Pathological causes of short stature
Proportionate dwarfism
  • Prenatal
  • Intrauterine growth retardation 
  • Antenatal infection in mother (TORCH*,syphilis, AIDS)
  • Antenatal consumption of alcohol, tobacco, heroin
  • Chromosomal disorders (Down's syndrome, Turner's syndrome). 
  • Postnatal
  • Malnutrition ,Protein-energy malnutrition, anorexia nervosa
  • Endocrine disorder growth hormone deficiency, hypothyroidism, congenital adrenal hyperplasia, precocious puberty pseudohypoparathyroidism
  • Cardiovascular disorders of cyanotic and acyanotic congenital heart disease, early onset rheumatic heart disease.
  • Respiratory disorders Kartagener's syndrome, cystic lung disease, childhood asthma 
  • Renal disorders renal tubular acidosis, renal rickets, nephrotic syndrome, chronic' pyelonephritis
  • Blood disorders ,chronic anemia like thalassemia or sickle cell anemia leukemia
  • Psychosocial disorders (maternal deprivation)
Disproportionate dwarfism
  • Rickets 
  • Skeletal dysplasia (kyphosis, lordosis, scoliosis)
  • Defective bone formation (osteopetrosis, osteogenesis imperfecta)
  • Defective cartilage growth (achondroplasia multiple cartilagenous exostosis)
  • Defective bone matrix (fibrous dysplasia)
  • Inborn error of metabolism (mucopolysaccharidosis)

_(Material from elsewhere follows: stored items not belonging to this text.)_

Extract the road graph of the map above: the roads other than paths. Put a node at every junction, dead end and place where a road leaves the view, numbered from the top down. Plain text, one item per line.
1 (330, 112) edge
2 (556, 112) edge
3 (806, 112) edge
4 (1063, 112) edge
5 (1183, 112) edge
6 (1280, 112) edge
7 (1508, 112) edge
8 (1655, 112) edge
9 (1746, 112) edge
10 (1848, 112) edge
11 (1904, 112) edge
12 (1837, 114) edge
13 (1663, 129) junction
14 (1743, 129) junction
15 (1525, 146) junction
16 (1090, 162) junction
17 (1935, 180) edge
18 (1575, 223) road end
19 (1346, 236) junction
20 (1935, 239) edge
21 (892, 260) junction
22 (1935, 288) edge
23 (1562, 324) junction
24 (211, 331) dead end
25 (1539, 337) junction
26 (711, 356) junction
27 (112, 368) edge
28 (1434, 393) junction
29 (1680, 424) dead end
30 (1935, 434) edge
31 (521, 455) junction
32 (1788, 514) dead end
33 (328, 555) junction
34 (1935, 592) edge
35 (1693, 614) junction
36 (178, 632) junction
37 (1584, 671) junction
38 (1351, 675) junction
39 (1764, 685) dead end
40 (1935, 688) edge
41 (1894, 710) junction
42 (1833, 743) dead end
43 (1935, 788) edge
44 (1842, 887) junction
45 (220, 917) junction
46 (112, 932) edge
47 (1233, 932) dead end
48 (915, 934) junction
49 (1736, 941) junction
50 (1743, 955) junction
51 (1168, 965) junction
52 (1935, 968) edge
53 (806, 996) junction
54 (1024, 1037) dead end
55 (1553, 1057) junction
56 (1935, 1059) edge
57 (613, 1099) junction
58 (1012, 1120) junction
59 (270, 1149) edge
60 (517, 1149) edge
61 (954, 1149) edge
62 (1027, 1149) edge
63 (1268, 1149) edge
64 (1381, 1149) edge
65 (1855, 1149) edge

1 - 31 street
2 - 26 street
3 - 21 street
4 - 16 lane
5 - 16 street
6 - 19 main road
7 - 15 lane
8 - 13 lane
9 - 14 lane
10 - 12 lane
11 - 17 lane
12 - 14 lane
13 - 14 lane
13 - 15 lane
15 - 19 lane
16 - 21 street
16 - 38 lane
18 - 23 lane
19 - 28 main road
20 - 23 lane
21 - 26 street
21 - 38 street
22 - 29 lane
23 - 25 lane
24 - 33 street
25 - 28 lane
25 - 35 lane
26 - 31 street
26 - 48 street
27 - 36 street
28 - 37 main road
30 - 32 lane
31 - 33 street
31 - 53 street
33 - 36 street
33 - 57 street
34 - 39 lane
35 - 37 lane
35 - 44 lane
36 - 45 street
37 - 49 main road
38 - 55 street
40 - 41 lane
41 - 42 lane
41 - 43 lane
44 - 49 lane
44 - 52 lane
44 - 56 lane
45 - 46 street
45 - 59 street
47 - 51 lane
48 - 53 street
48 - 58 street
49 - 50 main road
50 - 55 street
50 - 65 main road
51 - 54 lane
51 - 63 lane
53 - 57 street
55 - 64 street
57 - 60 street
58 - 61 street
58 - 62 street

  • Calcium and phosphorus metabolism defects (hyperphosphatemic rickets)
  • Metabolic disease (Wilson's disease, zinc deficiency).
What are the common causes of shortstature?
  • Hereditory
  • Constitutiona; delay in growth
  • Protein energy malnutrition (this is the commonest cause of malnutrition in developing countries)
  • Rickets.
  • Cretinism.
  • Pituitary dwarf.
  • Achondroplasia: mucopolysaccharidosis
  • Congenital cyanotic heart diseases e.g. Fallot s tetralogy
  • Gross kyphoscoliosis
  • Down’s syndrome or Turner's syndrome.